- Developer(s): Jive Software
- Stable release: 9.0.7.1 / 2019-03-20[±]
- Operating system: Cross-platform
- Type: Knowledge management
- License: Proprietary
- Website: www.jivesoftware.com

= Jive (software) =

Collaboration and knowledge management tool

Jive (formerly known as Clearspace, then Jive SBS, then Jive Engage) is a commercial Java EE-based Enterprise 2.0 collaboration and knowledge management tool produced by Jive Software. It was first released as "Clearspace" in 2006, then renamed SBS (for "Social Business Software") in March 2009, then renamed "Jive Engage" in 2011, and renamed simply to "Jive" in 2012.

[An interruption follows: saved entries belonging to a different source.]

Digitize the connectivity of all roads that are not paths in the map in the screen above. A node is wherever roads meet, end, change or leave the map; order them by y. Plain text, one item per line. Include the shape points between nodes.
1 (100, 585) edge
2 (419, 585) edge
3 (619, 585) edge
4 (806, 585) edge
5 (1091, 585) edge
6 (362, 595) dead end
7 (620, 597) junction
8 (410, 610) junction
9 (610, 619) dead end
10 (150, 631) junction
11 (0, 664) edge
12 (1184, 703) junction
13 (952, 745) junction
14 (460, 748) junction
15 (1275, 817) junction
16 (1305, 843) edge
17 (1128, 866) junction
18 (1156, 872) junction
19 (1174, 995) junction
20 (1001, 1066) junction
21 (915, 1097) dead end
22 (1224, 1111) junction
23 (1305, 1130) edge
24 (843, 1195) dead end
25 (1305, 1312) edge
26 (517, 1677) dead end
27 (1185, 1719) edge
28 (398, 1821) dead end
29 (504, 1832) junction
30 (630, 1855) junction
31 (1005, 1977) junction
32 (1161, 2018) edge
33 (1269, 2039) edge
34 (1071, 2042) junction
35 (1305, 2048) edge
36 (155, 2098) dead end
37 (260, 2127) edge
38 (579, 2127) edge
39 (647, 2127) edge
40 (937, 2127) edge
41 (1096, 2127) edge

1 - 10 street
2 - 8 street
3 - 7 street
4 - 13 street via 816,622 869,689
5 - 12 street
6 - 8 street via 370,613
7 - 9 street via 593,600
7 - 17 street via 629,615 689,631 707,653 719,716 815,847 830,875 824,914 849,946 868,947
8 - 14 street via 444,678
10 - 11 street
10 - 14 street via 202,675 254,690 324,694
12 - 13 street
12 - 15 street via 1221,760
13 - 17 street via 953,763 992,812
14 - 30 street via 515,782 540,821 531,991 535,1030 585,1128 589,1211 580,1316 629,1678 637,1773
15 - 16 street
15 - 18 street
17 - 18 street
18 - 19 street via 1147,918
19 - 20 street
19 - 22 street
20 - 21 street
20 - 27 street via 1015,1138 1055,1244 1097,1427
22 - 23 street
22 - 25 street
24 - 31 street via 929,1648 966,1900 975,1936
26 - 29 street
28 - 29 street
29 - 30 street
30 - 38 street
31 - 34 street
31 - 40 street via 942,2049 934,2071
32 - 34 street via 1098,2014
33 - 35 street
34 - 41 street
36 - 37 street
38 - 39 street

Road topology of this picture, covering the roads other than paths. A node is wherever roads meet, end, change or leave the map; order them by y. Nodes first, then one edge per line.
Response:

Jive integrates the functionality of online communities, microblogging, social networking, discussion forums, blogs, wikis, and IM under one unified user interface. Content placed into any of the systems (blog, wiki, documentation, etc.) can be found through a common search interface. Other features include RSS capability, email integration, a reputation and reward system for participation, personal user profiles, JAX-WS web service interoperability, and integration with the Spring Framework.

The product is a pure-Java server-side web application and will run on any platform where Java (JDK 1.5 or higher) is installed. It does not require a dedicated server - users have reported successful deployment in both shared environments and multiple machine clusters.

As of Jive 8, released March 30, 2015, there is a Jive-n version which is for internal use (hosted by the consumer or hosted by Jive as a service) and a Jive-x version which is an external version hosted as a service. Jive no longer supports wiki markup language.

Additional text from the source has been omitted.